Dataset entries:
>>>>>

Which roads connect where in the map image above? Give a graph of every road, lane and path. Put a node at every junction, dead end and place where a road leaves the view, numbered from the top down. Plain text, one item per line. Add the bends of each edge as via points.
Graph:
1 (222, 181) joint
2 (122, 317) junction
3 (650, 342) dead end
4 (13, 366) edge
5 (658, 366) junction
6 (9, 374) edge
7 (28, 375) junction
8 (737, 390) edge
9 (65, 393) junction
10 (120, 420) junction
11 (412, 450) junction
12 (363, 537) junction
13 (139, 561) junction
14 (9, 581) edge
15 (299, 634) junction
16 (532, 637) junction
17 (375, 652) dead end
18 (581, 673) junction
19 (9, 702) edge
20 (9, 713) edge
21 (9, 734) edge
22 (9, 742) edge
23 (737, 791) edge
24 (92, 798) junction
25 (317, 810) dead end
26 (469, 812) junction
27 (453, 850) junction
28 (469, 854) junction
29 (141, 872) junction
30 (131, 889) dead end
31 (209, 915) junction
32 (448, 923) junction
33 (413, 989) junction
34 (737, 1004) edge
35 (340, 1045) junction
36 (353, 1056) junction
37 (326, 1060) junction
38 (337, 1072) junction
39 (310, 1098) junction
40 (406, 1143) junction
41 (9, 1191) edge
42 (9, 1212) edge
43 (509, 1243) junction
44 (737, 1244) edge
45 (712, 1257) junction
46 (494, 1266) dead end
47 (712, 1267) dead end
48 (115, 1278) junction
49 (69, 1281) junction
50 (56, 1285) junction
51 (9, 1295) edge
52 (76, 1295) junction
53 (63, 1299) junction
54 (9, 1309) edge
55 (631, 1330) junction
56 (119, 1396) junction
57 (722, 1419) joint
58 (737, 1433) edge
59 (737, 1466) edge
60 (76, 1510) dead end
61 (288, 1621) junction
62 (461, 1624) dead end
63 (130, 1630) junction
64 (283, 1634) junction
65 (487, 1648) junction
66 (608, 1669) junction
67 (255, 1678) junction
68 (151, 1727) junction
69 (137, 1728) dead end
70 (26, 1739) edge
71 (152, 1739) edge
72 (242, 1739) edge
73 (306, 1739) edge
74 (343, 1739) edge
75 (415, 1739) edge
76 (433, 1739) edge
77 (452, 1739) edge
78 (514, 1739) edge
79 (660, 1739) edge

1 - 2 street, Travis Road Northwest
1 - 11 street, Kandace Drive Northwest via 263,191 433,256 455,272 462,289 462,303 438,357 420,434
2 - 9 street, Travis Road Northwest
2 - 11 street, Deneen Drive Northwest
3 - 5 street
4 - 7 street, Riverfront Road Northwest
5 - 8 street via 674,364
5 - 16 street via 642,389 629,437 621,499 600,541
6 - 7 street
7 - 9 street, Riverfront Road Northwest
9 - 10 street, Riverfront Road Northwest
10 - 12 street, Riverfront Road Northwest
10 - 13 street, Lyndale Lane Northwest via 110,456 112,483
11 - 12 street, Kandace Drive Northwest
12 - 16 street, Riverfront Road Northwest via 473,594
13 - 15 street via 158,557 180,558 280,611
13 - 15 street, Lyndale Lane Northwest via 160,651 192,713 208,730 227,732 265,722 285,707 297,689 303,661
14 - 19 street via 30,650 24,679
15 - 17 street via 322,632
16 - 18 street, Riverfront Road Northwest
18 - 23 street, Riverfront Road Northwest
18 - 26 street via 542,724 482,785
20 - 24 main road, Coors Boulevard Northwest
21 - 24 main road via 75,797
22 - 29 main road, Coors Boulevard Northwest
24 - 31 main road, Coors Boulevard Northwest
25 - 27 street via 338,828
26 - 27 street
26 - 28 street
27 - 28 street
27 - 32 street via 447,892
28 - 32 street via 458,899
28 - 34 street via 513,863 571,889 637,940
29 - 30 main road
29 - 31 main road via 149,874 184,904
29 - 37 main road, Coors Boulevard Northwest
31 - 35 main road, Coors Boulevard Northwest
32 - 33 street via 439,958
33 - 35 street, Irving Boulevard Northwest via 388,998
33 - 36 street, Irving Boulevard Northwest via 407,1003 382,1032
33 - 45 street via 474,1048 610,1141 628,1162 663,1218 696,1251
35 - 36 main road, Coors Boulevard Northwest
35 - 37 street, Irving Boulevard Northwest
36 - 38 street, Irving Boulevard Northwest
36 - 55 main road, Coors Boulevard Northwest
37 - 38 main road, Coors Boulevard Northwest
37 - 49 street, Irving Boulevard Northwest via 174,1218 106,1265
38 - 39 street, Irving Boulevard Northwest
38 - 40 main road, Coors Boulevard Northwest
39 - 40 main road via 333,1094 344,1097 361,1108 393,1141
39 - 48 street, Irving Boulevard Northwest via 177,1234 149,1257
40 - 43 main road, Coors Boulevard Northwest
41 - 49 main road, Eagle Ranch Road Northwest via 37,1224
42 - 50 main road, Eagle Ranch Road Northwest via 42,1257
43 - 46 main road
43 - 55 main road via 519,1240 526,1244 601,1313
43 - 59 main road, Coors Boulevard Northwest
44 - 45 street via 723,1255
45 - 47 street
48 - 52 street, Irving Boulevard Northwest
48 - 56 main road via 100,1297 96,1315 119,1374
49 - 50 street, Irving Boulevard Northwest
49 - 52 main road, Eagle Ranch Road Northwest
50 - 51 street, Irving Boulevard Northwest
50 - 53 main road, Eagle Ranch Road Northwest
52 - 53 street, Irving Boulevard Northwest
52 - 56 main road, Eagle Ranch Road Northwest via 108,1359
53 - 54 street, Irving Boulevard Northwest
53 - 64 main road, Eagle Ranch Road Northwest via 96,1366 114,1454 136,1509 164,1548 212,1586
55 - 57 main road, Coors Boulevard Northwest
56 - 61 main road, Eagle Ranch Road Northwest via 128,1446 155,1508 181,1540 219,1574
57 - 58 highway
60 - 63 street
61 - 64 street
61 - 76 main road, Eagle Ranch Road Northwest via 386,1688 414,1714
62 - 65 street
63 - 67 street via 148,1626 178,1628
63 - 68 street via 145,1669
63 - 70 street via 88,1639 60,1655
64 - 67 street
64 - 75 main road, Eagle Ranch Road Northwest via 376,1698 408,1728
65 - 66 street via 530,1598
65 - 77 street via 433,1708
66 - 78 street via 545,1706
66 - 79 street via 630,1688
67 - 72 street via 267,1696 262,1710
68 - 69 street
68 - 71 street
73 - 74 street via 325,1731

<<<<<

Word for word, restate all of the data shown above.

Which roads connect where in the map image above? Give a graph of every road, lane and path. Put a node at every junction, dead end and place where a road leaves the view, numbered from the top down. Plain text, one item per line. Add the bends of each edge as via points.
Graph:
1 (222, 181) joint
2 (122, 317) junction
3 (650, 342) dead end
4 (13, 366) edge
5 (658, 366) junction
6 (9, 374) edge
7 (28, 375) junction
8 (737, 390) edge
9 (65, 393) junction
10 (120, 420) junction
11 (412, 450) junction
12 (363, 537) junction
13 (139, 561) junction
14 (9, 581) edge
15 (299, 634) junction
16 (532, 637) junction
17 (375, 652) dead end
18 (581, 673) junction
19 (9, 702) edge
20 (9, 713) edge
21 (9, 734) edge
22 (9, 742) edge
23 (737, 791) edge
24 (92, 798) junction
25 (317, 810) dead end
26 (469, 812) junction
27 (453, 850) junction
28 (469, 854) junction
29 (141, 872) junction
30 (131, 889) dead end
31 (209, 915) junction
32 (448, 923) junction
33 (413, 989) junction
34 (737, 1004) edge
35 (340, 1045) junction
36 (353, 1056) junction
37 (326, 1060) junction
38 (337, 1072) junction
39 (310, 1098) junction
40 (406, 1143) junction
41 (9, 1191) edge
42 (9, 1212) edge
43 (509, 1243) junction
44 (737, 1244) edge
45 (712, 1257) junction
46 (494, 1266) dead end
47 (712, 1267) dead end
48 (115, 1278) junction
49 (69, 1281) junction
50 (56, 1285) junction
51 (9, 1295) edge
52 (76, 1295) junction
53 (63, 1299) junction
54 (9, 1309) edge
55 (631, 1330) junction
56 (119, 1396) junction
57 (722, 1419) joint
58 (737, 1433) edge
59 (737, 1466) edge
60 (76, 1510) dead end
61 (288, 1621) junction
62 (461, 1624) dead end
63 (130, 1630) junction
64 (283, 1634) junction
65 (487, 1648) junction
66 (608, 1669) junction
67 (255, 1678) junction
68 (151, 1727) junction
69 (137, 1728) dead end
70 (26, 1739) edge
71 (152, 1739) edge
72 (242, 1739) edge
73 (306, 1739) edge
74 (343, 1739) edge
75 (415, 1739) edge
76 (433, 1739) edge
77 (452, 1739) edge
78 (514, 1739) edge
79 (660, 1739) edge

1 - 2 street, Travis Road Northwest
1 - 11 street, Kandace Drive Northwest via 263,191 433,256 455,272 462,289 462,303 438,357 420,434
2 - 9 street, Travis Road Northwest
2 - 11 street, Deneen Drive Northwest
3 - 5 street
4 - 7 street, Riverfront Road Northwest
5 - 8 street via 674,364
5 - 16 street via 642,389 629,437 621,499 600,541
6 - 7 street
7 - 9 street, Riverfront Road Northwest
9 - 10 street, Riverfront Road Northwest
10 - 12 street, Riverfront Road Northwest
10 - 13 street, Lyndale Lane Northwest via 110,456 112,483
11 - 12 street, Kandace Drive Northwest
12 - 16 street, Riverfront Road Northwest via 473,594
13 - 15 street via 158,557 180,558 280,611
13 - 15 street, Lyndale Lane Northwest via 160,651 192,713 208,730 227,732 265,722 285,707 297,689 303,661
14 - 19 street via 30,650 24,679
15 - 17 street via 322,632
16 - 18 street, Riverfront Road Northwest
18 - 23 street, Riverfront Road Northwest
18 - 26 street via 542,724 482,785
20 - 24 main road, Coors Boulevard Northwest
21 - 24 main road via 75,797
22 - 29 main road, Coors Boulevard Northwest
24 - 31 main road, Coors Boulevard Northwest
25 - 27 street via 338,828
26 - 27 street
26 - 28 street
27 - 28 street
27 - 32 street via 447,892
28 - 32 street via 458,899
28 - 34 street via 513,863 571,889 637,940
29 - 30 main road
29 - 31 main road via 149,874 184,904
29 - 37 main road, Coors Boulevard Northwest
31 - 35 main road, Coors Boulevard Northwest
32 - 33 street via 439,958
33 - 35 street, Irving Boulevard Northwest via 388,998
33 - 36 street, Irving Boulevard Northwest via 407,1003 382,1032
33 - 45 street via 474,1048 610,1141 628,1162 663,1218 696,1251
35 - 36 main road, Coors Boulevard Northwest
35 - 37 street, Irving Boulevard Northwest
36 - 38 street, Irving Boulevard Northwest
36 - 55 main road, Coors Boulevard Northwest
37 - 38 main road, Coors Boulevard Northwest
37 - 49 street, Irving Boulevard Northwest via 174,1218 106,1265
38 - 39 street, Irving Boulevard Northwest
38 - 40 main road, Coors Boulevard Northwest
39 - 40 main road via 333,1094 344,1097 361,1108 393,1141
39 - 48 street, Irving Boulevard Northwest via 177,1234 149,1257
40 - 43 main road, Coors Boulevard Northwest
41 - 49 main road, Eagle Ranch Road Northwest via 37,1224
42 - 50 main road, Eagle Ranch Road Northwest via 42,1257
43 - 46 main road
43 - 55 main road via 519,1240 526,1244 601,1313
43 - 59 main road, Coors Boulevard Northwest
44 - 45 street via 723,1255
45 - 47 street
48 - 52 street, Irving Boulevard Northwest
48 - 56 main road via 100,1297 96,1315 119,1374
49 - 50 street, Irving Boulevard Northwest
49 - 52 main road, Eagle Ranch Road Northwest
50 - 51 street, Irving Boulevard Northwest
50 - 53 main road, Eagle Ranch Road Northwest
52 - 53 street, Irving Boulevard Northwest
52 - 56 main road, Eagle Ranch Road Northwest via 108,1359
53 - 54 street, Irving Boulevard Northwest
53 - 64 main road, Eagle Ranch Road Northwest via 96,1366 114,1454 136,1509 164,1548 212,1586
55 - 57 main road, Coors Boulevard Northwest
56 - 61 main road, Eagle Ranch Road Northwest via 128,1446 155,1508 181,1540 219,1574
57 - 58 highway
60 - 63 street
61 - 64 street
61 - 76 main road, Eagle Ranch Road Northwest via 386,1688 414,1714
62 - 65 street
63 - 67 street via 148,1626 178,1628
63 - 68 street via 145,1669
63 - 70 street via 88,1639 60,1655
64 - 67 street
64 - 75 main road, Eagle Ranch Road Northwest via 376,1698 408,1728
65 - 66 street via 530,1598
65 - 77 street via 433,1708
66 - 78 street via 545,1706
66 - 79 street via 630,1688
67 - 72 street via 267,1696 262,1710
68 - 69 street
68 - 71 street
73 - 74 street via 325,1731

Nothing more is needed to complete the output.